Amiodarone– and Desethylamiodarone–Induced Myelinoid Inclusion Bodies and Toxicity Cultured Rat Hepatocytes

Abstract

Hepatocytes isolated from Sprague–Dawley rats were incubated with various concentrations of either amiodarone or desethylamiodarone fro 0 to 69 hr. Both drugs produced a concentration–dependent increase of lactate dehydrogenase release in the culture medium, which correlated well with cell death as measured by trypan blue exclusion test. Desethylamiodarone was more toxic than amiodarone in the cultured hepatocytes. Incubation with subtoxic concentrations of either amiodarone (7.6 μ) or desethylamiodarone (8 μM) for 24 hr resulted in the development of myelinoid inclusion bodies in the hepatocytes without any excess release of lactate dehydrogenase.

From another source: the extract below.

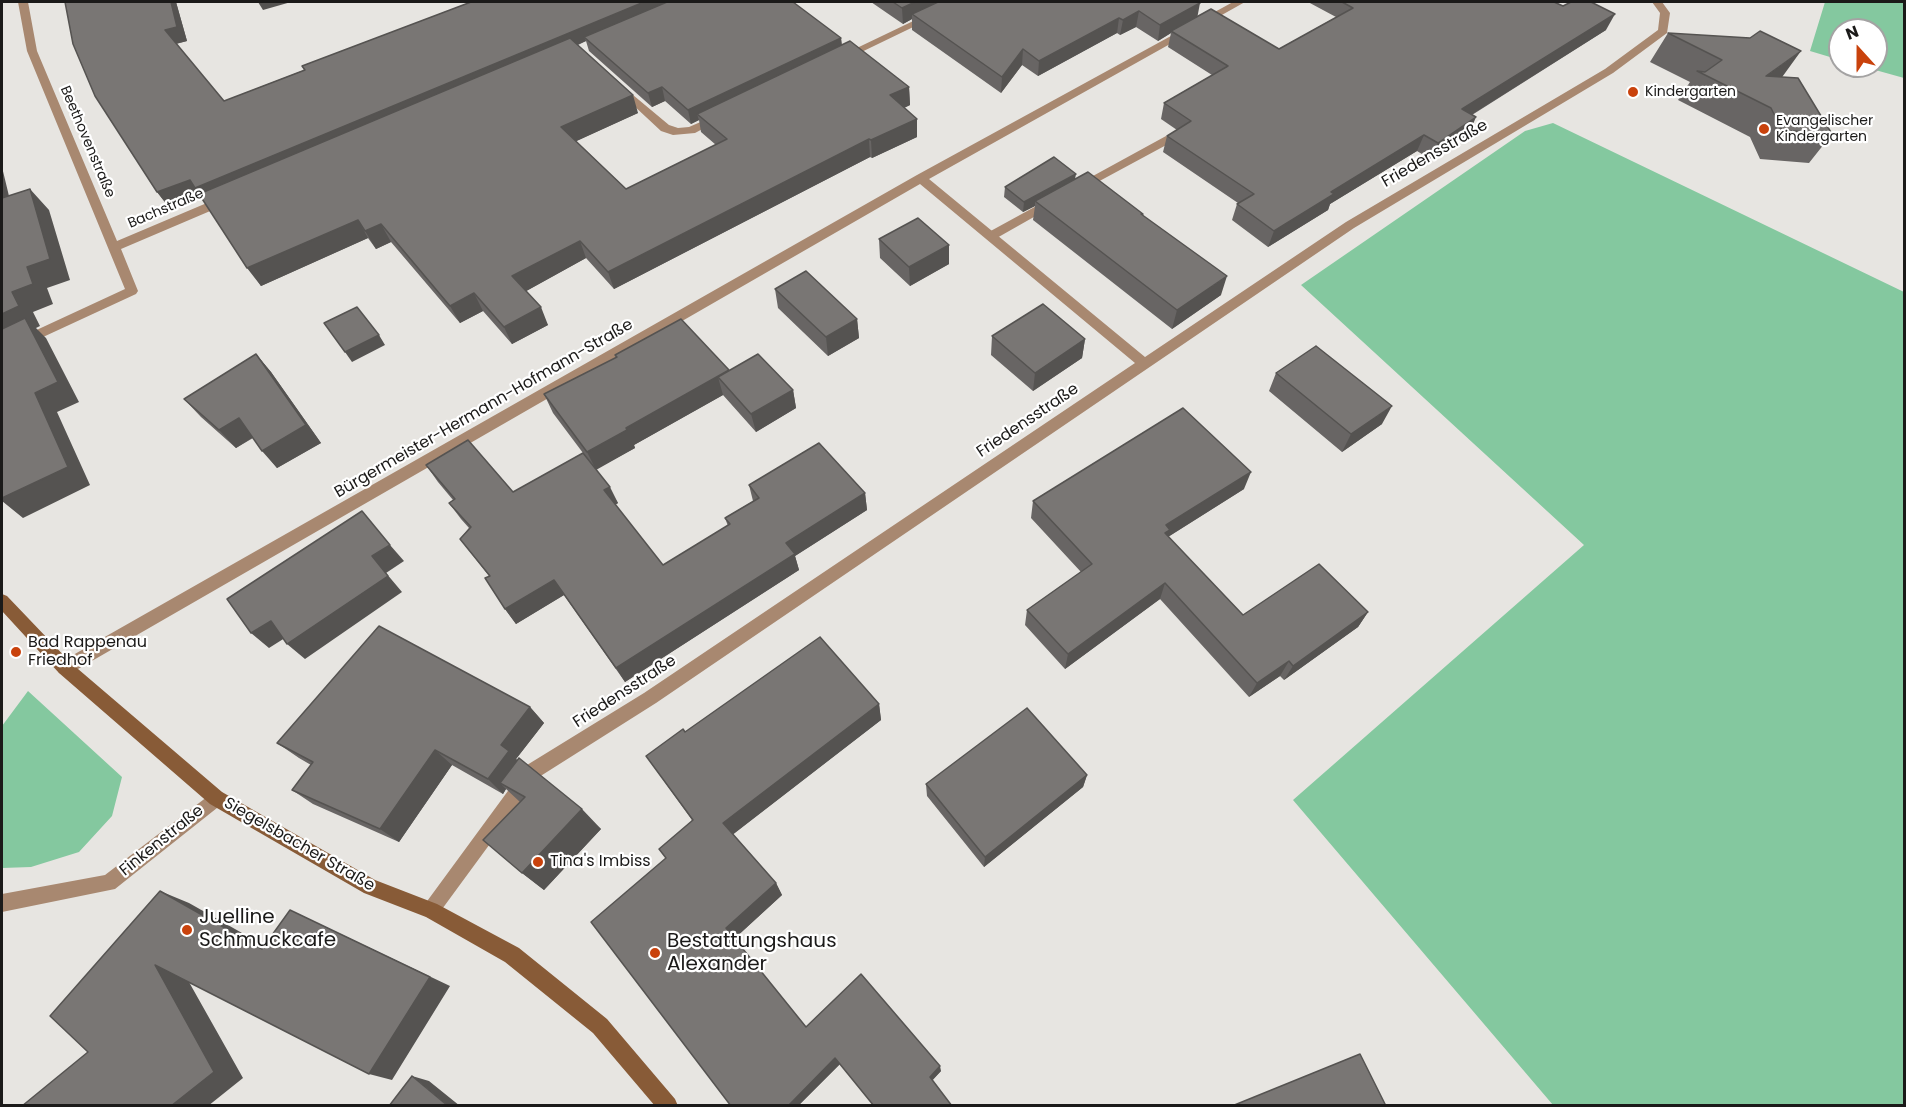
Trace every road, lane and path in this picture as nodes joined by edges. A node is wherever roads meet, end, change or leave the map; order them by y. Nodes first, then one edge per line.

In experimental protocols where the hepatocytes were exposed to either amiodarone or desethylamiodarone for up to 96 hr, there was an increase in lactate dehydrogenase and the percent volumedensity of multilamellar inclusion bodies with cumulative drug exposure with time. A linear correlation between hepatocyte drug concentration and multilamellar inclusion bodies was found for both amiodarone and desthylamiodarone. These results demonstrate that both amiodarone and its major metabolite, desethylamiodarone, induce lysosomal inclusions, which, under appropriate conditions, can be dissociated from cell death,. Withdrawal of the drug after 24 hr exposure did not result in disappearance of the inclusion bodies from the hepatocytes for up to 96 hr of tissue culture. The concentrations at which amiodarone– or desethylamiodarone–induced electron microscopic changes and hepatotoxicity were only two to five times as high as the usual serum drug levels in patients given antiarrhythmic therapy with amiodarone. (HEPATOLOGY 1990; 11: 81-92.)